A particle has a charge of +2.2 μC and moves from point A to point B, a distance of 0.16 m. The particle experiences a constant electric force, and its motion is along the line of action of the force. The difference between the particle's electric potential energy at A and B is EPEA - EPEB = +7.8 x 10-4 J. (a) Find the magnitude of the electric force that acts on the particle. (b) Find the magnitude of the electric field that the particle experiences
4.8
To find the magnitude of the electric force that acts on the particle, we can use the formula:
Electric Force (F) = Change in Electric Potential Energy (ΔEPE) / Distance (d)
Given:
Charge of the particle (q) = +2.2 μC = 2.2 x 10^-6 C
Change in Electric Potential Energy (ΔEPE) = +7.8 x 10^-4 J
Distance (d) = 0.16 m
Substituting the given values into the formula:
F = (7.8 x 10^-4 J) / (0.16 m)
F = 4.875 x 10^-3 N
Therefore, the magnitude of the electric force that acts on the particle is 4.875 x 10^-3 N.

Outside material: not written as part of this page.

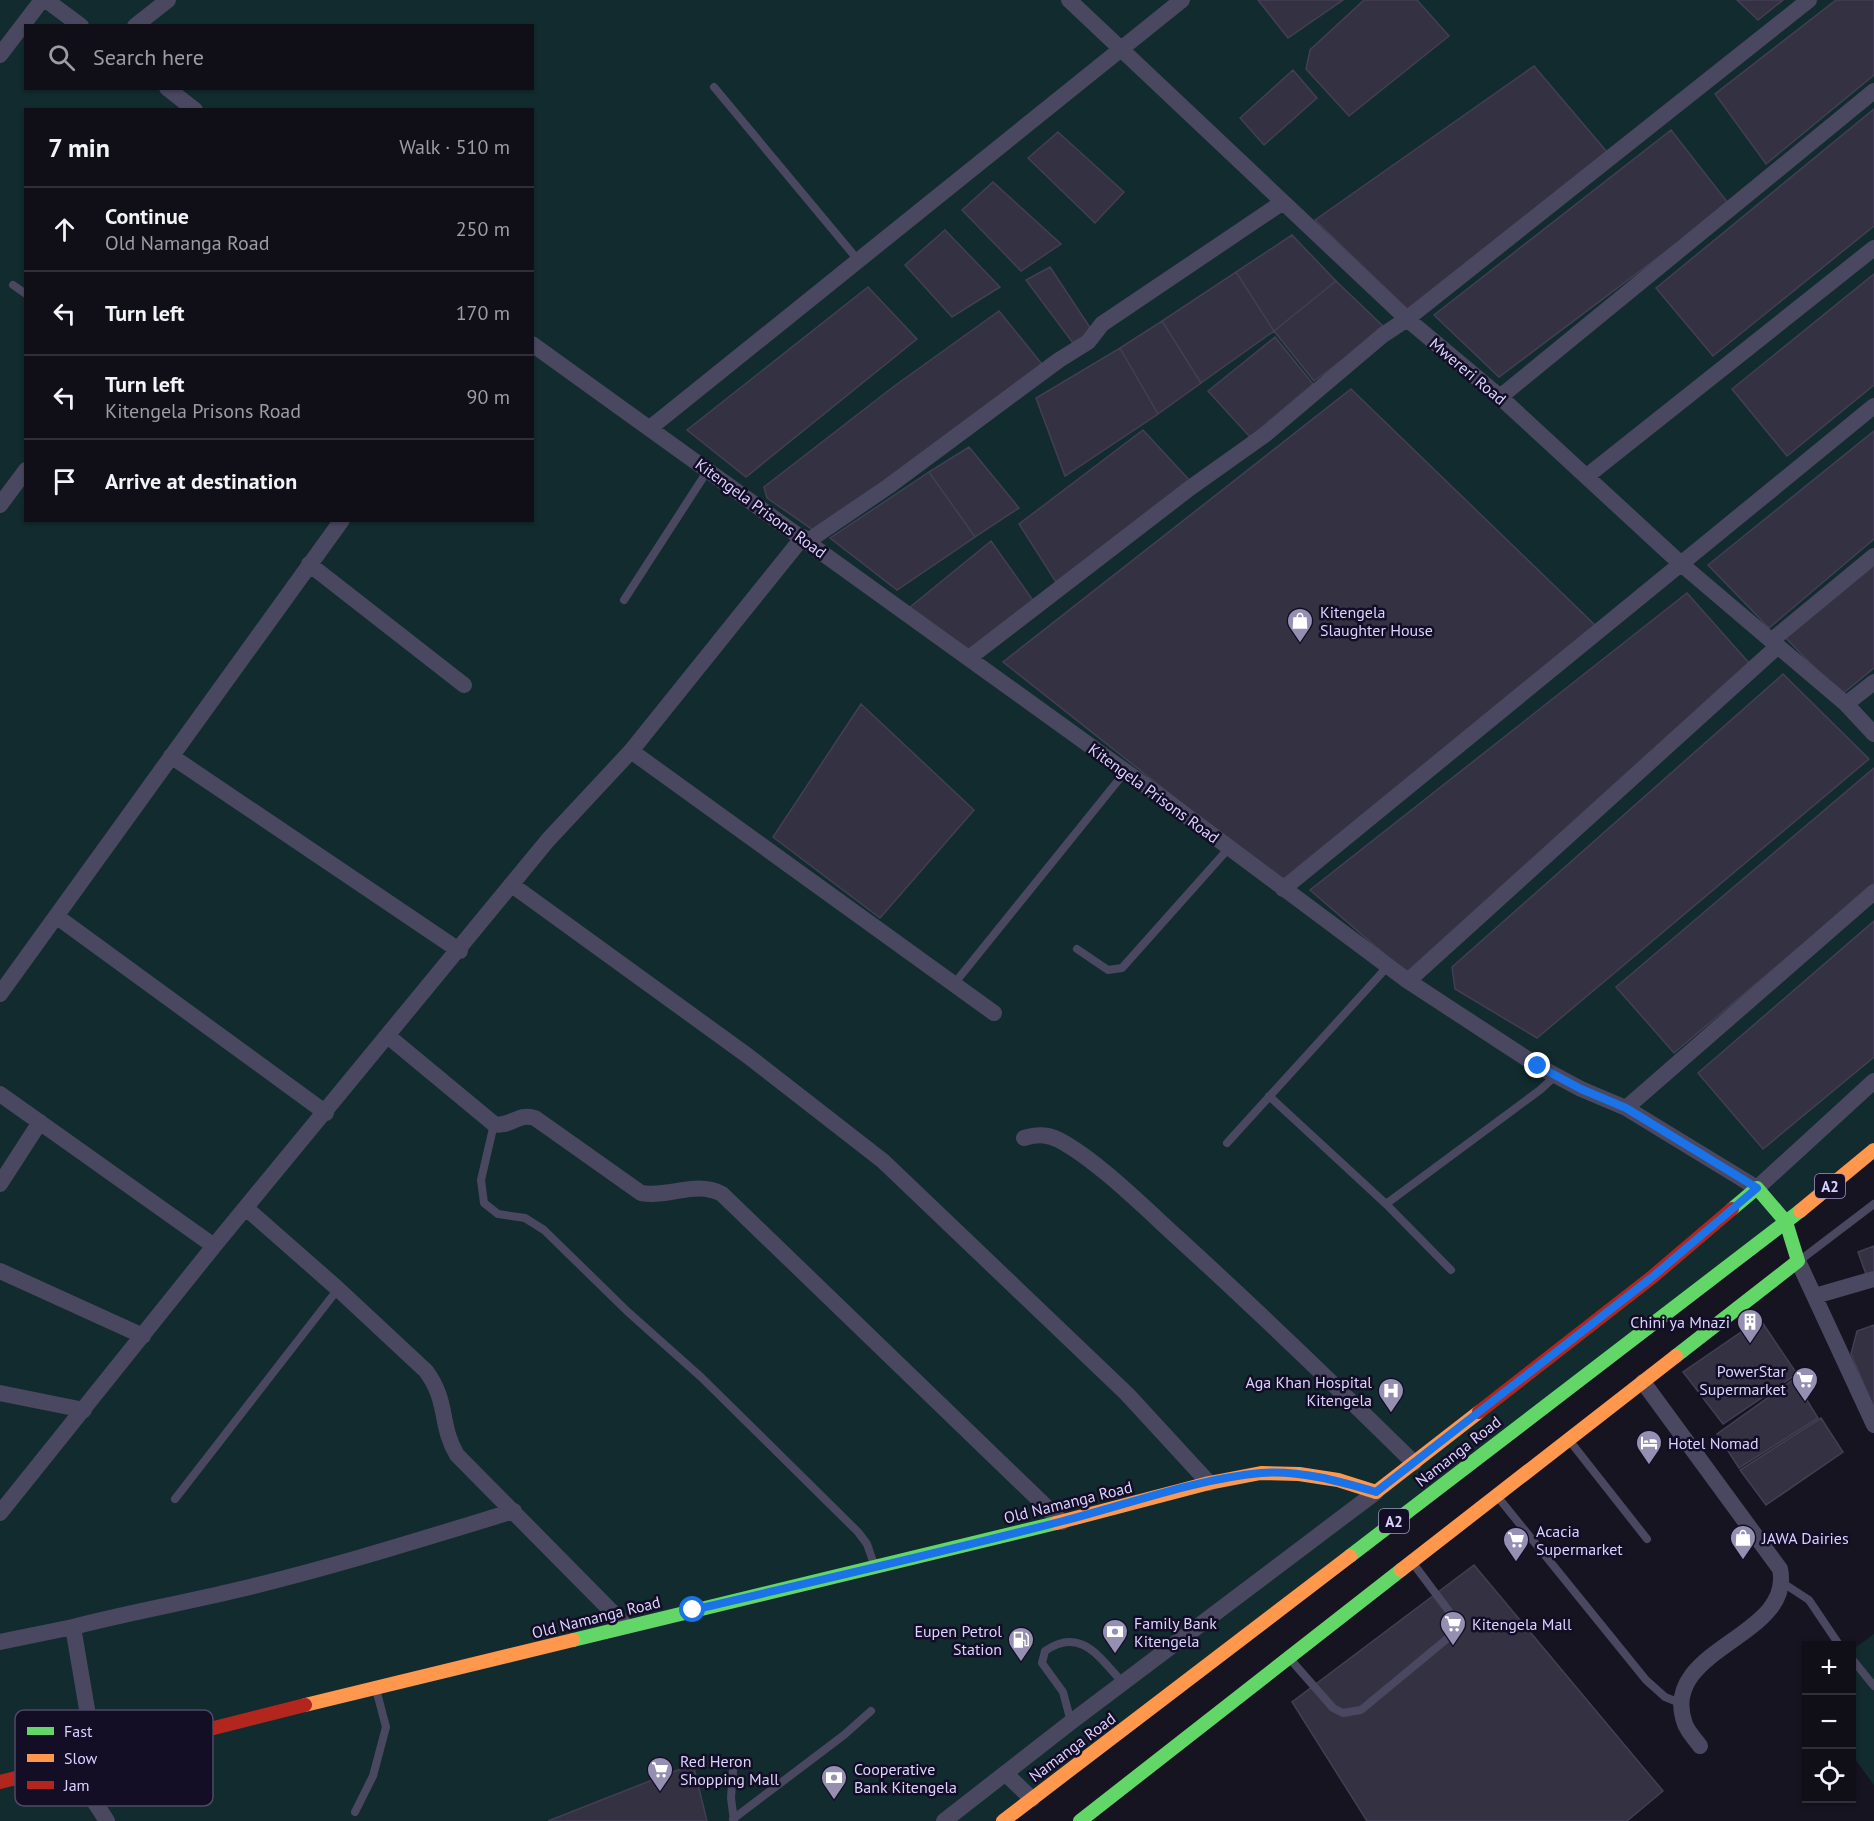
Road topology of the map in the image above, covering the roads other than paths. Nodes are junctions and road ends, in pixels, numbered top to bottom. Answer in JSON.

To find the magnitude of the electric field that the particle experiences, we can use the formula:
Electric Field (E) = Electric Force (F) / Charge (q)
Given:
Electric Force (F) = 4.875 x 10^-3 N
Charge of the particle (q) = +2.2 μC = 2.2 x 10^-6 C
Substituting the given values into the formula:
E = (4.875 x 10^-3 N) / (2.2 x 10^-6 C)
E = 2213.64 N/C
Therefore, the magnitude of the electric field that the particle experiences is 2213.64 N/C.